[Provided entries]

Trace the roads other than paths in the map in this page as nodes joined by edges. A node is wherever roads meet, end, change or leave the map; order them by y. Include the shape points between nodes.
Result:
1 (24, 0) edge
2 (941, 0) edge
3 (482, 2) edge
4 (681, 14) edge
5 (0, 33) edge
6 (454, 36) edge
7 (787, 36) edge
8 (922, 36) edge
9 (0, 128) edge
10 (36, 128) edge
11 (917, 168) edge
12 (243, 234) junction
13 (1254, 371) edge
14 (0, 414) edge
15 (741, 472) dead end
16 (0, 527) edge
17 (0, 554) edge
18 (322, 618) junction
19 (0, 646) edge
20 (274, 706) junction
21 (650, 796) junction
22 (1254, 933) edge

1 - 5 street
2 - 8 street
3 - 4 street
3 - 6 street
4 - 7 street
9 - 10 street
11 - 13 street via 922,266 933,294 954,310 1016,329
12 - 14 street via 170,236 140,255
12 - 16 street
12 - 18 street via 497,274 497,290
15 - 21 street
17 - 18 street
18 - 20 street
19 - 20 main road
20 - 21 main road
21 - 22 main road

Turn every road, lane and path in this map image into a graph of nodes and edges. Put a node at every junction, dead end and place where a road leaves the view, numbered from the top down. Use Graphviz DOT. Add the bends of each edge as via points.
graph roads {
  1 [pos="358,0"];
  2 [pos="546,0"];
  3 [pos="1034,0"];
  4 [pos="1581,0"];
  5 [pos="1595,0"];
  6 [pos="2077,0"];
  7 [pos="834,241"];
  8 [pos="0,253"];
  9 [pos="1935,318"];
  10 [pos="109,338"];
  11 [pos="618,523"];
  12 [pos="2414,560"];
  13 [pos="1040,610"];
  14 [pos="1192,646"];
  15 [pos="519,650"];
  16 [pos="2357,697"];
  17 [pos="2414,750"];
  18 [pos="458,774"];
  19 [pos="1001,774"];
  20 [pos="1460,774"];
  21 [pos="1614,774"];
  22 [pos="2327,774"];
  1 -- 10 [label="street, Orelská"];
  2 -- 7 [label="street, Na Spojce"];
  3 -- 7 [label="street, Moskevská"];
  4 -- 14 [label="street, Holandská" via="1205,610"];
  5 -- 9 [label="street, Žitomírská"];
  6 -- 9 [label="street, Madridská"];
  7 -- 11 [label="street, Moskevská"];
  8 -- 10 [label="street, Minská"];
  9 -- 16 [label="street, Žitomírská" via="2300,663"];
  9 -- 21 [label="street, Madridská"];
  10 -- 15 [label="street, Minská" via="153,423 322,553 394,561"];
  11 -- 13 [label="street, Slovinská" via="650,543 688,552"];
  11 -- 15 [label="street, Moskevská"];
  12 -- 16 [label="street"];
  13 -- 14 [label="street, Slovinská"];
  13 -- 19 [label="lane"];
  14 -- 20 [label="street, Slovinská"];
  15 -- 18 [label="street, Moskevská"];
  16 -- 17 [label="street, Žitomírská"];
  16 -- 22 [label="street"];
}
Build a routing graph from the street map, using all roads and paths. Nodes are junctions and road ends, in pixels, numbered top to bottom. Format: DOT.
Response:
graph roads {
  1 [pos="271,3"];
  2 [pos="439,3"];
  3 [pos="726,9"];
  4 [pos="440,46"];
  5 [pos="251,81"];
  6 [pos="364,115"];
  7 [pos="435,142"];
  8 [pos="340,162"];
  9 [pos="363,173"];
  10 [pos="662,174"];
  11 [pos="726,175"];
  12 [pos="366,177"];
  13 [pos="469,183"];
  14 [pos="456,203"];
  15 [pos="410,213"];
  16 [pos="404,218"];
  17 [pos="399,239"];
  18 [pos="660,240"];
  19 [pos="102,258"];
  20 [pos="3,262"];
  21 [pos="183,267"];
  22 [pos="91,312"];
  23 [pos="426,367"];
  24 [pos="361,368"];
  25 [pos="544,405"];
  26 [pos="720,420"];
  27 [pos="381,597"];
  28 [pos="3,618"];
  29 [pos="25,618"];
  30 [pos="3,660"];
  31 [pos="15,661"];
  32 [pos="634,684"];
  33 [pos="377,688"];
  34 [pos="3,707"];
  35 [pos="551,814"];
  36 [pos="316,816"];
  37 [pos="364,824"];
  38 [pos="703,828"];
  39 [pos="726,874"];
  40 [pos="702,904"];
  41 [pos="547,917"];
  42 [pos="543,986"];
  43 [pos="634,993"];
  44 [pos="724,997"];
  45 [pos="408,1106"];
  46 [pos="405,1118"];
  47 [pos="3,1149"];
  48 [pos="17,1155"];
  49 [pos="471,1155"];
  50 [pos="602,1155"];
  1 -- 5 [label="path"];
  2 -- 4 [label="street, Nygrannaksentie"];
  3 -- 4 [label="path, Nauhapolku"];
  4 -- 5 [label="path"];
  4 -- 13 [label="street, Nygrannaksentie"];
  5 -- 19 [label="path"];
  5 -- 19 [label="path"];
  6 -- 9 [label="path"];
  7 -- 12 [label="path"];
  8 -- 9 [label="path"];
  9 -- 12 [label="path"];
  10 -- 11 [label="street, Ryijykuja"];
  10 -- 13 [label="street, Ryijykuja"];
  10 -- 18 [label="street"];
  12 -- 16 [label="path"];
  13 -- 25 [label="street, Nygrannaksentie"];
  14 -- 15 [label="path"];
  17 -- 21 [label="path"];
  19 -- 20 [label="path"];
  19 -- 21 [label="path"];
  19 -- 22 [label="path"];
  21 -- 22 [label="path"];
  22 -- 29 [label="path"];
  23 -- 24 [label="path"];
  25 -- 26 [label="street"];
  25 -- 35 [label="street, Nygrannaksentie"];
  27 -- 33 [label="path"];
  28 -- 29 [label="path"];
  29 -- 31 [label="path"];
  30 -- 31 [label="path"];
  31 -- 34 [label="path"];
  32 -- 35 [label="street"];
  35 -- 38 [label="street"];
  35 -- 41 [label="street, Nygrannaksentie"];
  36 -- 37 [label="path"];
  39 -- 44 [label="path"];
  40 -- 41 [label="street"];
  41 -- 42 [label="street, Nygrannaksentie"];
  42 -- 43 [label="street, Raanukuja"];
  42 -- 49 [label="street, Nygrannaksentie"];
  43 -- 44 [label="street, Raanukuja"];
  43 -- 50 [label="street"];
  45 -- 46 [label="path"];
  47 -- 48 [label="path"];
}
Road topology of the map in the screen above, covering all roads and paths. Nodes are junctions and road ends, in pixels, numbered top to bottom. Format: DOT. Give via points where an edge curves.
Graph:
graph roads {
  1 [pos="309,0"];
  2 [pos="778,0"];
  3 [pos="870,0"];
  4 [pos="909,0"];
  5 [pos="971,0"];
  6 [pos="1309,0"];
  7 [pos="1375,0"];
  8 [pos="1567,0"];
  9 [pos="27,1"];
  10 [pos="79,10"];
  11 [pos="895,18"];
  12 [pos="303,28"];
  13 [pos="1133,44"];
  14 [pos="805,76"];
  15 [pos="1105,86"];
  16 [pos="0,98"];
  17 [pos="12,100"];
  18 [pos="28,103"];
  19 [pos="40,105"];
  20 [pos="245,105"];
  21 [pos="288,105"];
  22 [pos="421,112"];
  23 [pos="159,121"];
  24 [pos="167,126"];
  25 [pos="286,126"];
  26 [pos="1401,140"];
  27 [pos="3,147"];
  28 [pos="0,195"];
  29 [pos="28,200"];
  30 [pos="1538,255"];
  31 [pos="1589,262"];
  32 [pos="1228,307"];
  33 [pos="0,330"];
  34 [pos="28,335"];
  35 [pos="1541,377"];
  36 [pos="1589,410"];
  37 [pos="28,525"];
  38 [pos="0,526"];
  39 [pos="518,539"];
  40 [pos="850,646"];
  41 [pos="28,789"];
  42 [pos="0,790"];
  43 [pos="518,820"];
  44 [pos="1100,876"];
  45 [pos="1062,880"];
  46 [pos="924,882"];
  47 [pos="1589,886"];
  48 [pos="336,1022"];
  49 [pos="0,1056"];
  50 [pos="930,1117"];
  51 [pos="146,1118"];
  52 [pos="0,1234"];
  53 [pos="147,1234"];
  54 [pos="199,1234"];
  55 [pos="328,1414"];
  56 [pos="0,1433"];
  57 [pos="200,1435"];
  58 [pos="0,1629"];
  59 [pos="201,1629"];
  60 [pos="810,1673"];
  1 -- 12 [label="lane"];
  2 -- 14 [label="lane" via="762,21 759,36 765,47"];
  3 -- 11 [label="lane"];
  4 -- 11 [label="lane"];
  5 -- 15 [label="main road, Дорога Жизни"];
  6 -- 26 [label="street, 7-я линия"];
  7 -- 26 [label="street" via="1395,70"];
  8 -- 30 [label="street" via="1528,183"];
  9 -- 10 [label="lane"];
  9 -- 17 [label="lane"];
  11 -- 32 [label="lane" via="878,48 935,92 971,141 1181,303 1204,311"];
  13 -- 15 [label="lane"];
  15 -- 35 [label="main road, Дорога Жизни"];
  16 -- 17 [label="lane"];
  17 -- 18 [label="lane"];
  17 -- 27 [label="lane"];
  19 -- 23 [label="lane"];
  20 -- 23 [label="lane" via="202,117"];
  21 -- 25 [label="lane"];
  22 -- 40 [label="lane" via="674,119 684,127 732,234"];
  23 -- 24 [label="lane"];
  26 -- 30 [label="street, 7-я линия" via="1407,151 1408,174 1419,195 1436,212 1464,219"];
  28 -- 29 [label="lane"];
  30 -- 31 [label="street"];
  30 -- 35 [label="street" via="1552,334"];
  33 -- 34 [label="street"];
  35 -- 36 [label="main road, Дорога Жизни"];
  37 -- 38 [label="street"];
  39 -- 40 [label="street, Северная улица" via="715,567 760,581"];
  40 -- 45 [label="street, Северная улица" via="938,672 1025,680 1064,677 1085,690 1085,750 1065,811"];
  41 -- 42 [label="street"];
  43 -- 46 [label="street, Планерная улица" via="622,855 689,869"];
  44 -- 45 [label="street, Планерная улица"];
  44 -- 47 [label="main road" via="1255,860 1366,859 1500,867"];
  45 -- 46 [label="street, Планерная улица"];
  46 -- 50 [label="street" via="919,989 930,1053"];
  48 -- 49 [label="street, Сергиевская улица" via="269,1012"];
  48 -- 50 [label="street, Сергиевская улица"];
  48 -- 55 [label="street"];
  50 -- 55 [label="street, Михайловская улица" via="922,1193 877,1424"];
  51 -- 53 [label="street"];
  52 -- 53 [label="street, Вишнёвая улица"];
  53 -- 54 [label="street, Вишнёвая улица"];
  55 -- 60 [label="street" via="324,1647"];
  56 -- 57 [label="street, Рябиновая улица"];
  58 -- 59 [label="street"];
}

[Task details] Your answer must be every line from the listing above that holds the string "Ryijykuja".

[Output below]
  10 -- 11 [label="street, Ryijykuja"];
  10 -- 13 [label="street, Ryijykuja"];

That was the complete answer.